Iron Butt Association
- Abbreviation: IBA
- Formation: 1984
- Membership: 75,000+ (A membership roster is maintained)
- Website: Official site

= Iron Butt Association =

US-based organization dedicated to endurance motorcycle riding

The Iron Butt Association (IBA) is a US-based organization dedicated to safe long-distance motorcycle riding, which claims membership of over 75,000 people.

The IBA is a loose-knit organization with only one way to earn membership: ride one of the several rides the IBA certifies. The minimum is the Saddle Sore 1000 – 1000 mi in 24 hours or less.

==History==
The Iron Butt Rally first ran in 1984 with 10 riders.
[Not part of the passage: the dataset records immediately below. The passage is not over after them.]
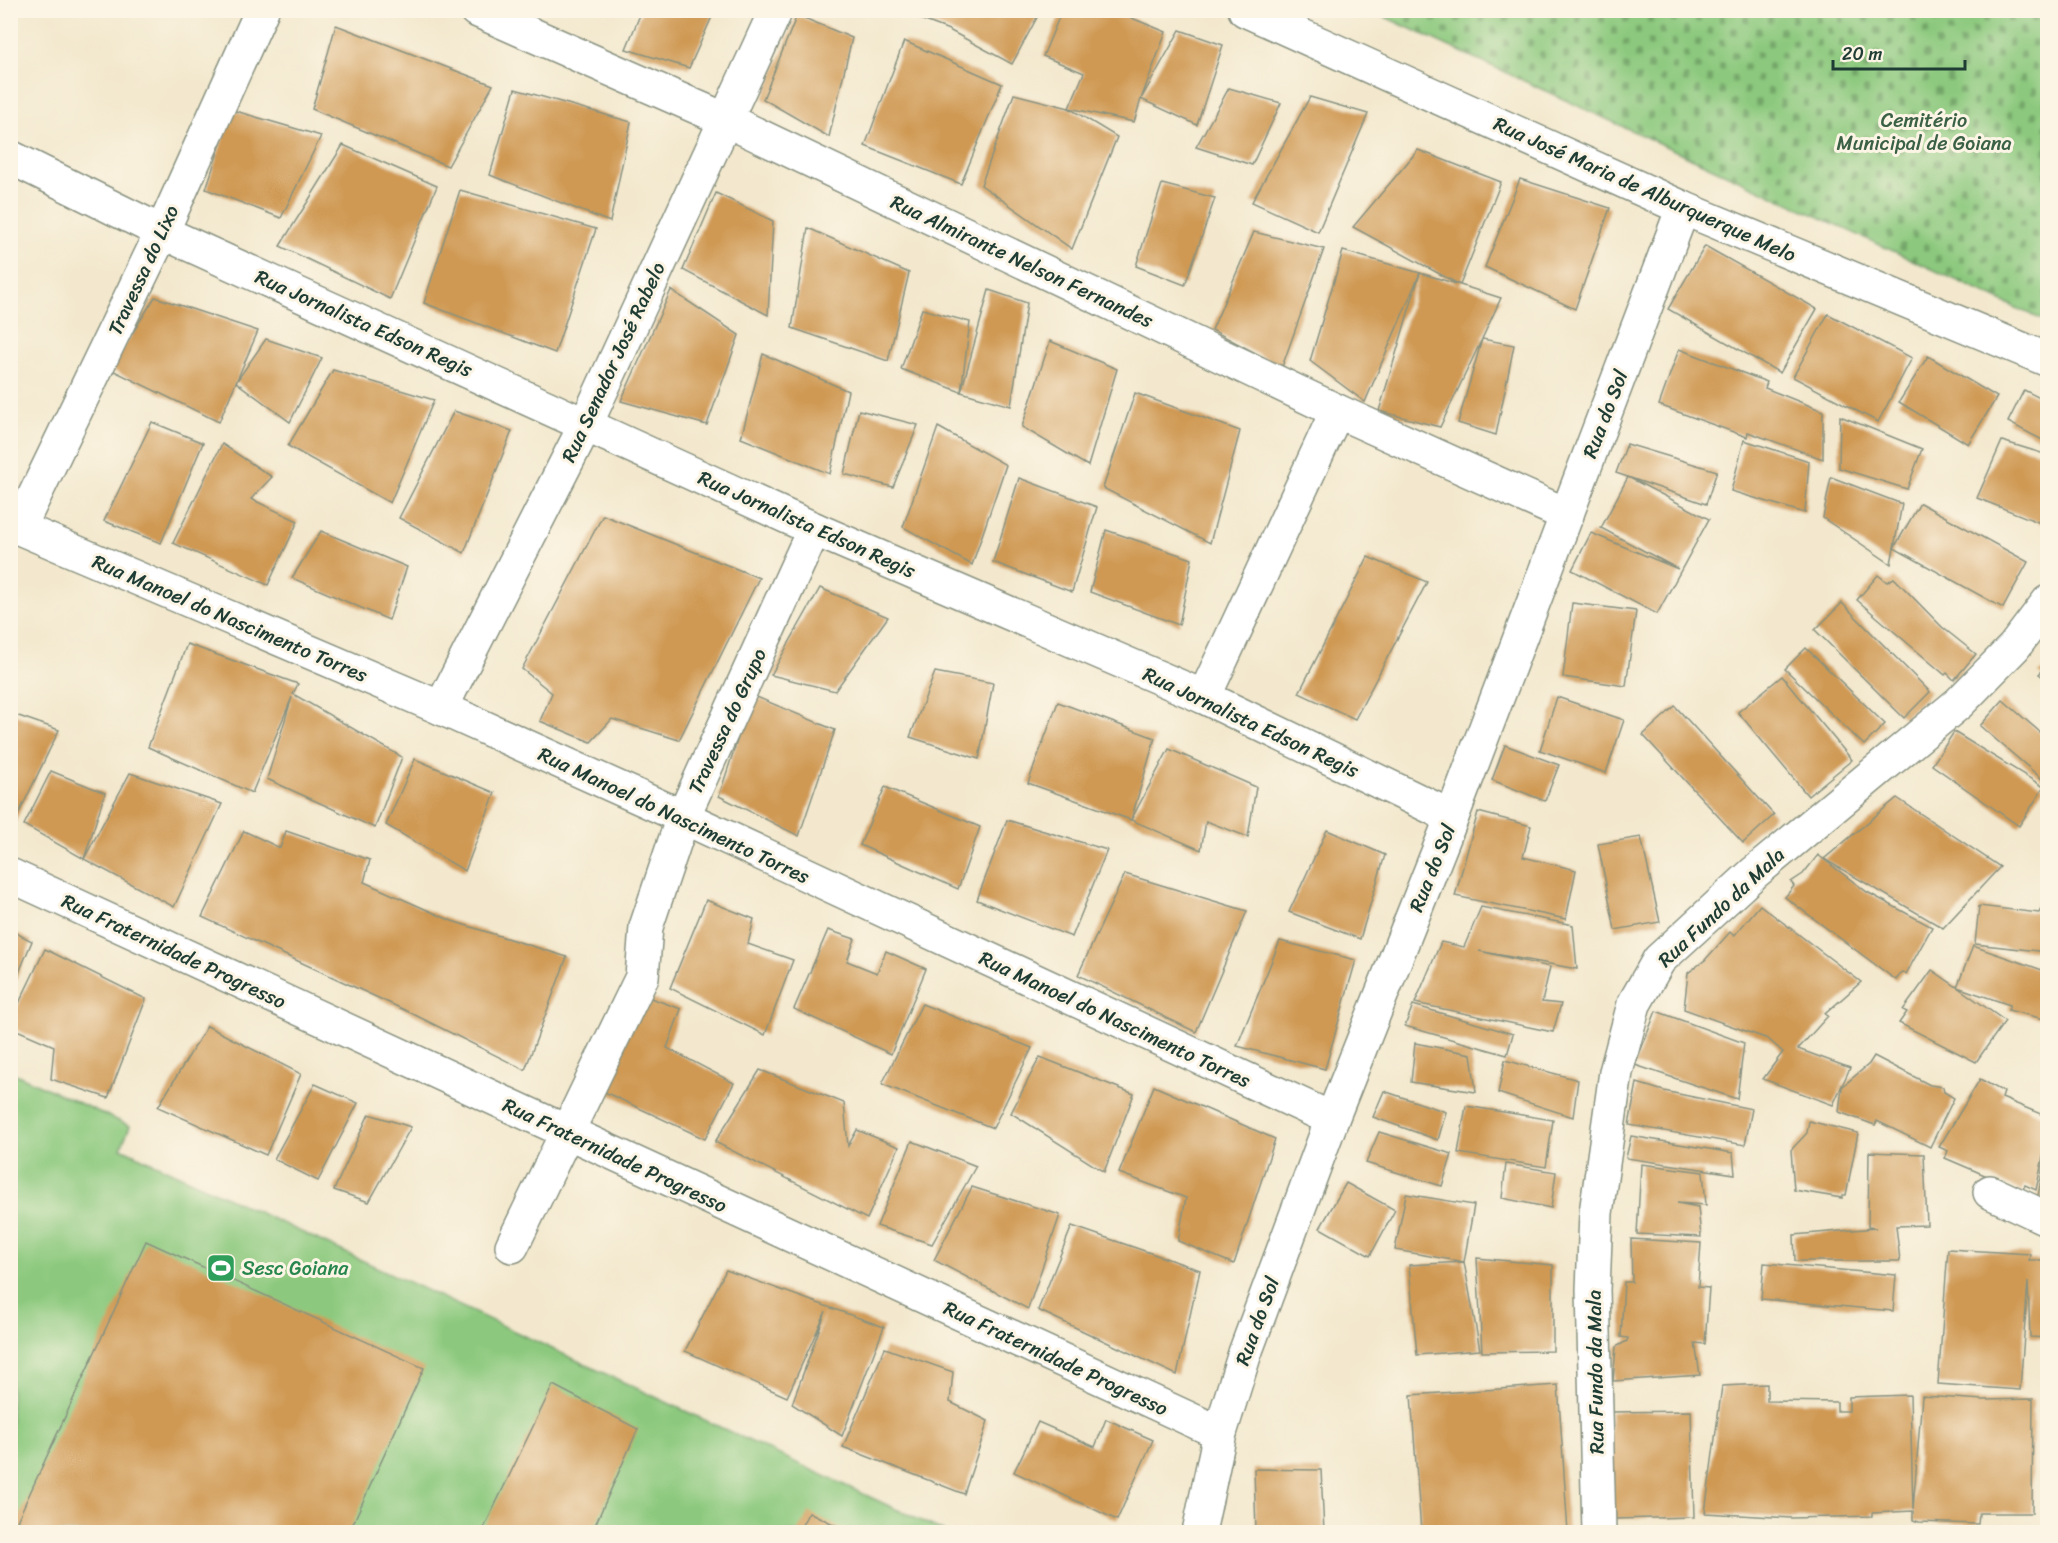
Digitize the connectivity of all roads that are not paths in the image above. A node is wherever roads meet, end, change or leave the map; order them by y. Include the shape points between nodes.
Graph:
1 (262, 10) edge
2 (476, 10) edge
3 (776, 10) edge
4 (1245, 10) edge
5 (724, 119) junction
6 (10, 157) edge
7 (1683, 208) junction
8 (162, 232) junction
9 (2048, 360) edge
10 (1337, 411) junction
11 (586, 424) junction
12 (1567, 515) junction
13 (15, 526) edge
14 (814, 529) junction
15 (2048, 602) edge
16 (1204, 696) junction
17 (441, 708) junction
18 (683, 818) junction
19 (1452, 818) junction
20 (10, 875) edge
21 (1332, 1119) junction
22 (566, 1134) junction
23 (1990, 1192) dead end
24 (2048, 1219) edge
25 (512, 1246) dead end
26 (1220, 1433) junction
27 (1199, 1533) edge
28 (1599, 1533) edge

1 - 8 street, Travessa do Lixo
2 - 5 street, Rua Almirante Nelson Fernandes
3 - 5 street, Rua Senador José Rabelo
4 - 7 street, Rua José Maria de Alburquerque Melo
5 - 10 street, Rua Almirante Nelson Fernandes
5 - 11 street, Rua Senador José Rabelo
6 - 8 street, Rua Jornalista Edson Regis
7 - 9 street, Rua José Maria de Alburquerque Melo
7 - 12 street, Rua do Sol
8 - 11 street, Rua Jornalista Edson Regis
8 - 13 street, Travessa do Lixo
10 - 12 street, Rua Almirante Nelson Fernandes
10 - 16 street
11 - 14 street, Rua Jornalista Edson Regis
11 - 17 street, Rua Senador José Rabelo
12 - 19 street, Rua do Sol
13 - 17 street, Rua Manoel do Nascimento Torres
14 - 16 street, Rua Jornalista Edson Regis
14 - 18 street, Travessa do Grupo
15 - 28 street, Rua Fundo da Mala via 2014,647 1959,703 1754,873 1659,960 1634,1004 1616,1072 1596,1213 1593,1290
16 - 19 street, Rua Jornalista Edson Regis
17 - 18 street, Rua Manoel do Nascimento Torres
18 - 21 street, Rua Manoel do Nascimento Torres
18 - 22 street, Travessa do Grupo via 646,927 642,977
19 - 21 street, Rua do Sol
20 - 22 street, Rua Fraternidade Progresso
21 - 26 street, Rua do Sol via 1245,1353
22 - 25 street, Travessa do Grupo
22 - 26 street, Rua Fraternidade Progresso
23 - 24 street
26 - 27 street, Rua do Sol

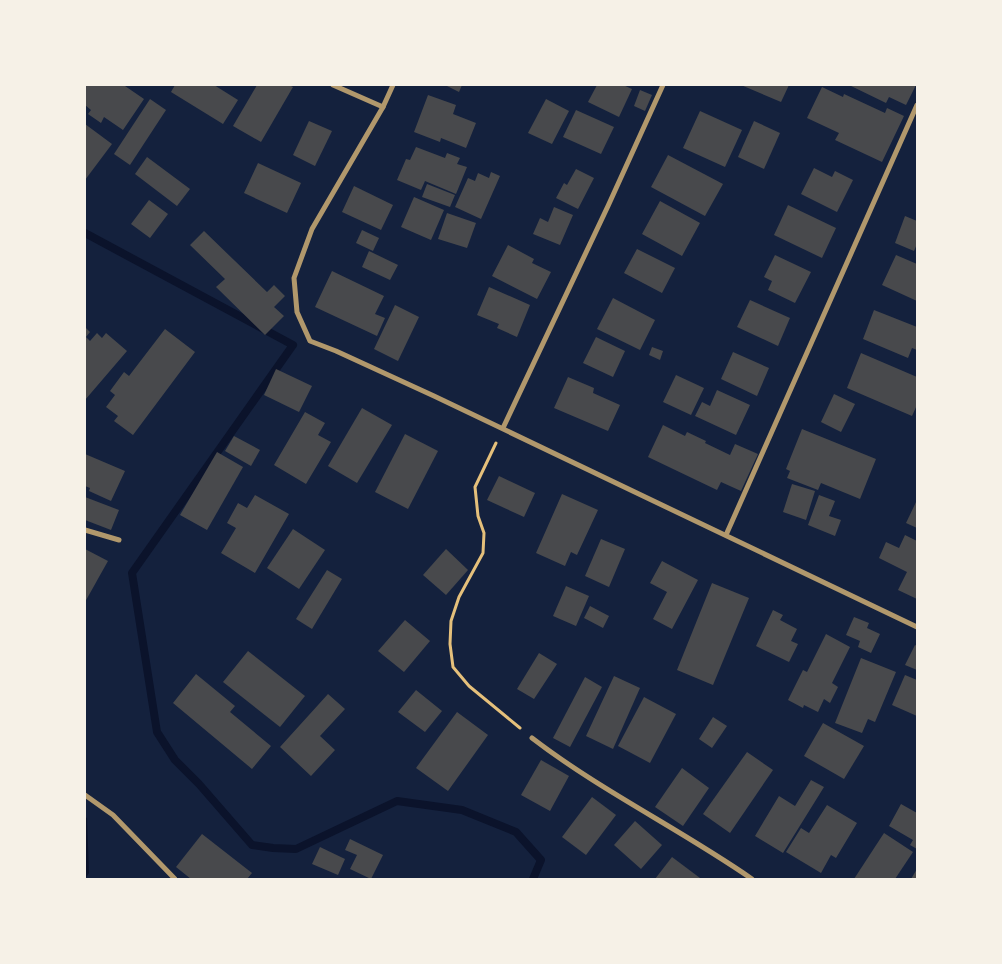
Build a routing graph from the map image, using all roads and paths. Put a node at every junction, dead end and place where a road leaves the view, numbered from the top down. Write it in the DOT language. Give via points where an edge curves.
graph roads {
  1 [pos="333,85"];
  2 [pos="393,85"];
  3 [pos="663,85"];
  4 [pos="917,105"];
  5 [pos="383,107"];
  6 [pos="503,428"];
  7 [pos="85,530"];
  8 [pos="726,535"];
  9 [pos="119,540"];
  10 [pos="917,627"];
  11 [pos="532,738"];
  12 [pos="85,795"];
  13 [pos="175,879"];
  14 [pos="752,879"];
  1 -- 5 [label="street"];
  2 -- 5 [label="street"];
  3 -- 6 [label="street"];
  4 -- 8 [label="street"];
  5 -- 6 [label="street" via="312,229 294,278 297,312 310,342 377,369"];
  6 -- 8 [label="street"];
  6 -- 11 [label="path" via="475,486 484,543 451,621 450,644 453,666 469,686"];
  7 -- 9 [label="street"];
  8 -- 10 [label="street"];
  11 -- 14 [label="street" via="574,768"];
  12 -- 13 [label="street" via="113,815"];
}
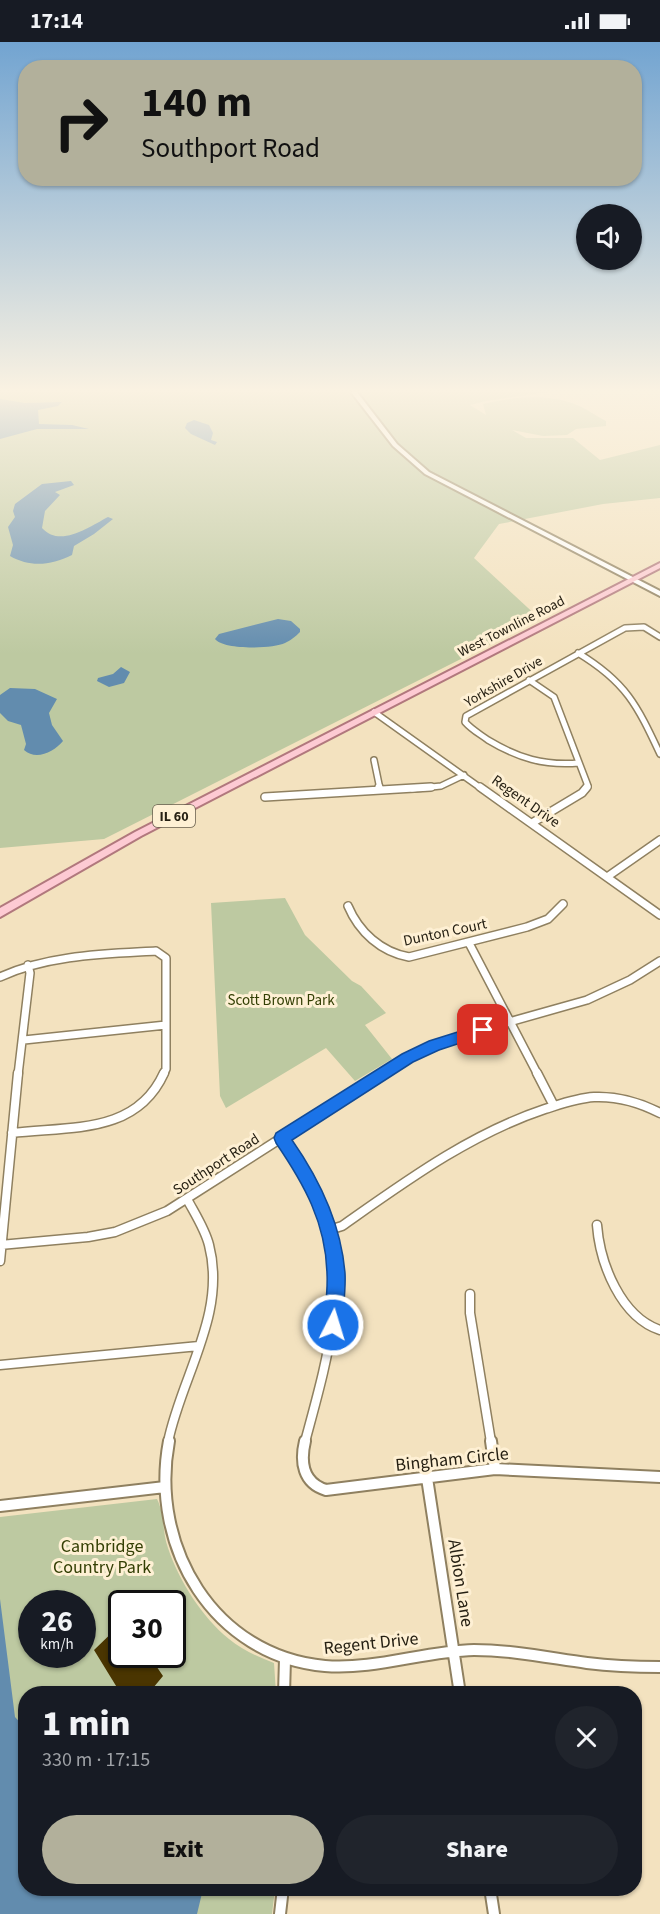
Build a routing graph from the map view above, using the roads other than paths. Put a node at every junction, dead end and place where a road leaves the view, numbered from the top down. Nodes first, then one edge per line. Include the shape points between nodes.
1 (439, 479) edge
2 (660, 565) edge
3 (633, 578) junction
4 (660, 594) edge
5 (660, 637) edge
6 (578, 653) junction
7 (529, 680) junction
8 (374, 712) junction
9 (660, 754) edge
10 (374, 760) dead end
11 (579, 762) junction
12 (464, 775) junction
13 (380, 790) junction
14 (265, 797) dead end
15 (532, 824) junction
16 (660, 840) edge
17 (607, 877) junction
18 (563, 904) dead end
19 (348, 906) dead end
20 (0, 913) edge
21 (660, 915) edge
22 (469, 943) junction
23 (160, 952) joint
24 (660, 960) edge
25 (28, 965) junction
26 (0, 977) edge
27 (510, 1023) junction
28 (166, 1025) junction
29 (24, 1040) junction
30 (554, 1106) junction
31 (659, 1112) edge
32 (12, 1133) junction
33 (282, 1138) junction
34 (187, 1199) junction
35 (597, 1225) dead end
36 (329, 1230) junction
37 (1, 1245) edge
38 (0, 1261) edge
39 (470, 1294) dead end
40 (660, 1330) edge
41 (199, 1346) junction
42 (0, 1365) edge
43 (495, 1470) junction
44 (660, 1477) edge
45 (427, 1478) junction
46 (165, 1486) junction
47 (0, 1506) edge
48 (453, 1651) junction
49 (285, 1659) junction
50 (660, 1667) edge
51 (284, 1686) edge
52 (459, 1686) edge
53 (282, 1896) edge
54 (491, 1896) edge
55 (280, 1914) edge
56 (494, 1914) edge

1 - 3 street
2 - 3 main road, West Townline Road / IL 60
3 - 4 street
3 - 8 main road, West Townline Road / IL 60
5 - 6 street, Yorkshire Drive via 639,623
6 - 7 street, Yorkshire Drive
6 - 9 street via 626,688
7 - 11 street via 554,697
7 - 11 street, Yorkshire Drive via 468,713 466,724 522,759 544,764
8 - 12 street, Regent Drive
8 - 20 main road, IL 60 via 148,829
10 - 13 street
11 - 15 street via 587,789
12 - 13 street via 441,786
12 - 15 street, Regent Drive
13 - 14 street
15 - 17 street, Regent Drive
16 - 17 street
17 - 21 street, Regent Drive
18 - 22 street, Dunton Court via 548,919
19 - 22 street, Dunton Court via 363,930 389,953 409,957
22 - 27 street
23 - 25 street
23 - 28 street via 166,958
24 - 27 street, Southport Road via 630,980 586,1000
25 - 26 street
25 - 29 street
27 - 30 street
27 - 33 street, Southport Road via 463,1035 408,1058
28 - 29 street
28 - 32 street via 166,1070 162,1083 141,1108 114,1121
29 - 32 street
30 - 31 street via 608,1097
30 - 36 street via 466,1143 342,1226
32 - 37 street
33 - 34 street, Southport Road
33 - 36 street via 319,1198
34 - 37 street, Southport Road via 115,1232
34 - 41 street, Regent Drive via 205,1232 214,1267 213,1294
35 - 40 street via 599,1248 625,1306 645,1325
36 - 45 street, Bingham Circle via 336,1274 334,1316 303,1467 308,1479 326,1490
37 - 38 street
39 - 43 street
41 - 42 street
41 - 46 street, Regent Drive via 171,1428
43 - 44 street, Bingham Circle
43 - 45 street, Bingham Circle
45 - 48 street, Albion Lane
46 - 47 street
46 - 49 street, Regent Drive via 177,1551 202,1598 249,1642
48 - 49 street, Regent Drive via 347,1666
48 - 50 street, Regent Drive via 512,1652
48 - 52 street, Albion Lane
49 - 51 street
53 - 55 street
54 - 56 street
From 1984 to 1987 the rally started from Montgomeryville Cycle Center near Philadelphia, Pennsylvania. The Iron Butt was not held again until 1991 when it came under the management of the Iron Butt Association. While the basic format of the original rally remained, two important things changed: to ensure the quality of the event, the rally is run every other year, and the starting and ending points are rotated to different locations within the United States. 107 riders started and 89 finished the latest Iron Butt Rally, which ran in 2017.

Beginning in 1993, shorter rides were arranged that lasted in duration from one to many days, and while the Iron Butt Rally is a large, organized event with a plotted course, the other rides are left up to the competitor to accomplish at their own accord. Some riders prefer to complete a ride solo, while some clubs have arranged rides in groups of up to 30 riders. But while the rally is a monitored event, the riders of other events must monitor themselves. An example is the Saddle Sore 1000, where thorough documentation of the ride must be made, by collecting time-stamped gas and business receipts along the way, and by keeping a trip log recording mileage and location. These documents are then submitted by mail with a fee to the IBA, where it is then processed and an award given if the requirements are met.

The Iron Butt Association has members around the world. Those in the UK run their own rally each year called the Brit Butt Rally, a 12-hour rally and Jorvik Rally a short 8 rally Riders from all over Europe, Norway, Middle East and Australia have entered. There is also a 12-hour teaser rally called the Brit Butt Light. Iron Butt UK has grown from seven registered riders in 2005 to over 350 riders completing Iron Butt rides within the UK during 2009. Iron Butt UK also teamed up with the Royal British Legion Riders branch in organizing a 24-hour 1000 mile run with over 175 riders taking part. The previous world record was 152, however the UK riders were pipped to the post by another US ride of over 400 riders.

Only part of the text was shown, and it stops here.